** Exercise objective **
Could you transcribe all of the data exactly and skip any pictures?

___ Entries provided ___

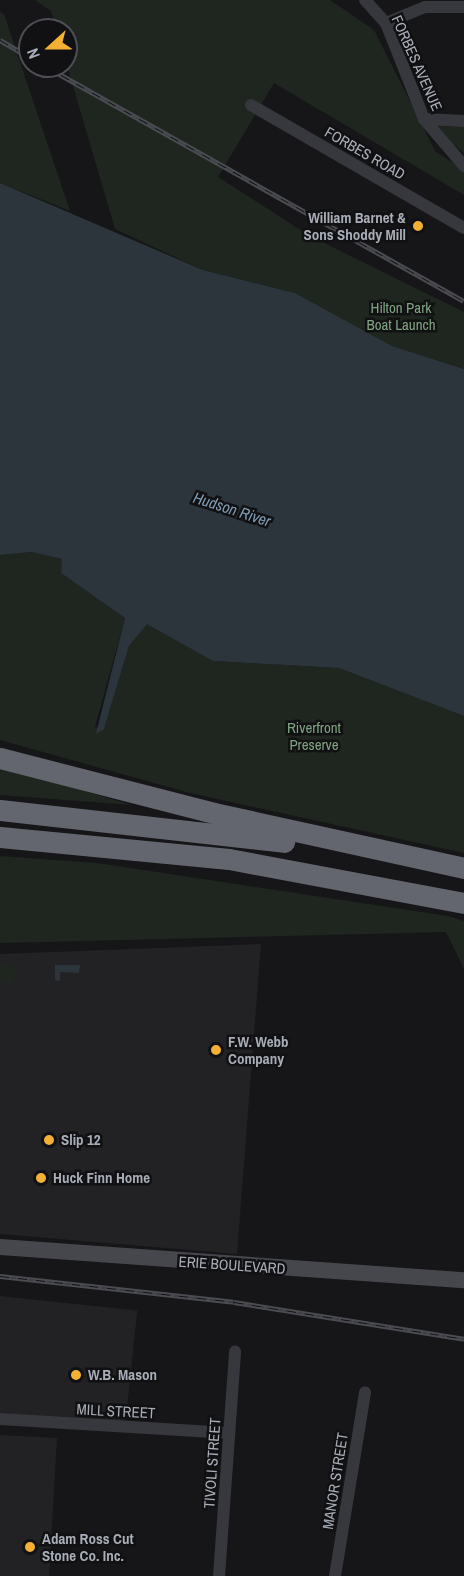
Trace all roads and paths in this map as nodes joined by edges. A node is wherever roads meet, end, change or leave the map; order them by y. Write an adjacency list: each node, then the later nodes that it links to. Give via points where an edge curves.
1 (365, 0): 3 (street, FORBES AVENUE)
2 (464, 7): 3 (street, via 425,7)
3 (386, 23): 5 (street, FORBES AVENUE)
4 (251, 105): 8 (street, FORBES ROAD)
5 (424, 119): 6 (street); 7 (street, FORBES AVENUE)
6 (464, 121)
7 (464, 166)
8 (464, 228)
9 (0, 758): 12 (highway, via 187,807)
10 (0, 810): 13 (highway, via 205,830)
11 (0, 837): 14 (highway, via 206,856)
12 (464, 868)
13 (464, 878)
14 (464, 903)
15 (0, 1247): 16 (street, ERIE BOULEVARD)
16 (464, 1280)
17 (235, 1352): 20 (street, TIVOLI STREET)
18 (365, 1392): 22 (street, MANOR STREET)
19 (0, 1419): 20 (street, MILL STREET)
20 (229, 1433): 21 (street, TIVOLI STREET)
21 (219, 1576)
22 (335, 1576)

___

** Worked solution **
Trace all roads and paths in this map as nodes joined by edges. A node is wherever roads meet, end, change or leave the map; order them by y. Write an adjacency list: each node, then the later nodes that it links to. Give via points where an edge curves.
1 (365, 0): 3 (street, FORBES AVENUE)
2 (464, 7): 3 (street, via 425,7)
3 (386, 23): 5 (street, FORBES AVENUE)
4 (251, 105): 8 (street, FORBES ROAD)
5 (424, 119): 6 (street); 7 (street, FORBES AVENUE)
6 (464, 121)
7 (464, 166)
8 (464, 228)
9 (0, 758): 12 (highway, via 187,807)
10 (0, 810): 13 (highway, via 205,830)
11 (0, 837): 14 (highway, via 206,856)
12 (464, 868)
13 (464, 878)
14 (464, 903)
15 (0, 1247): 16 (street, ERIE BOULEVARD)
16 (464, 1280)
17 (235, 1352): 20 (street, TIVOLI STREET)
18 (365, 1392): 22 (street, MANOR STREET)
19 (0, 1419): 20 (street, MILL STREET)
20 (229, 1433): 21 (street, TIVOLI STREET)
21 (219, 1576)
22 (335, 1576)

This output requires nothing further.